Serologic features of cohorts with variable genetic risk for systemic lupus erythematosus

Jyotsna Bhattacharya, Karalyn Pappas, Bahtiyar Toz, Cynthia Aranow, Meggan Mackay, Peter K. Gregersen, Ogobara Doumbo, Abdel Kader Traore, Martin L. Lesser, Maureen McMahon, Tammy Utset, Earl Silverman, Deborah Levy, William J. McCune, Meenakshi Jolly, Daniel Wallace, Michael Weisman, Juanita Romero-Diaz, Betty Diamond

Systemic lupus erythematosus (SLE) is an autoimmune disease with genetic, hormonal, and environmental influences. In Western Europe and North America, individuals of West African descent have a 3-4 fold greater incidence of SLE than Caucasians. Paradoxically, West Africans in sub-Saharan Africa appear to have a low incidence of SLE, and some studies suggest a milder disease with less nephritis.
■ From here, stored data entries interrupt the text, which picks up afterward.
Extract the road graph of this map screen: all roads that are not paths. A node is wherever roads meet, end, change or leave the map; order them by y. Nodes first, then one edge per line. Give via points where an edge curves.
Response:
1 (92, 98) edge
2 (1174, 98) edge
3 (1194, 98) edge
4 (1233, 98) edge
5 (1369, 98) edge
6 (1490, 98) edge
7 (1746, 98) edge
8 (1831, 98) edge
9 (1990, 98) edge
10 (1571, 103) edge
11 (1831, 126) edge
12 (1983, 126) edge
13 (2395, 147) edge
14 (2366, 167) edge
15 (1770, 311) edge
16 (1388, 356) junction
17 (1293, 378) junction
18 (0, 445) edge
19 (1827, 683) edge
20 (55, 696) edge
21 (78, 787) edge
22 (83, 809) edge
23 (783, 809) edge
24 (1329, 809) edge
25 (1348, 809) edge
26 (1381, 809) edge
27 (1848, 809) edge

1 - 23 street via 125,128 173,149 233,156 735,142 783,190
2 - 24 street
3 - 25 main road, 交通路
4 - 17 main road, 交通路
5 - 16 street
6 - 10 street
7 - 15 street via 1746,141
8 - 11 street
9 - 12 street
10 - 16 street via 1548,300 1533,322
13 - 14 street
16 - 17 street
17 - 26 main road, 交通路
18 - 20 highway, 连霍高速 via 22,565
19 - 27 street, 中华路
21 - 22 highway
In this study, we analyzed sera from African American female SLE patients and four other cohorts, one with SLE and others with varying degrees of risk for SLE in order to identify serologic factors that might correlate with risk of or protection against SLE. Our cohorts included West African women with previous malaria infection assumed to be protected from development of SLE, clinically unaffected sisters of SLE patients with high risk of developing SLE, healthy African American women with intermediate risk, healthy Caucasian women with low risk of developing SLE, and women with a diagnosis of SLE. We developed a lupus risk index (LRI) based on titers of IgM and IgG anti-double stranded DNA antibodies and levels of C1q. The risk index was highest in SLE patients; second highest in unaffected sisters of SLE patients; third highest in healthy African-American women and lowest in healthy Caucasian women and malaria-exposed West African women. This risk index may be useful in early interventions to prevent SLE. In addition, it suggests new therapeutic approaches for the treatment of SLE.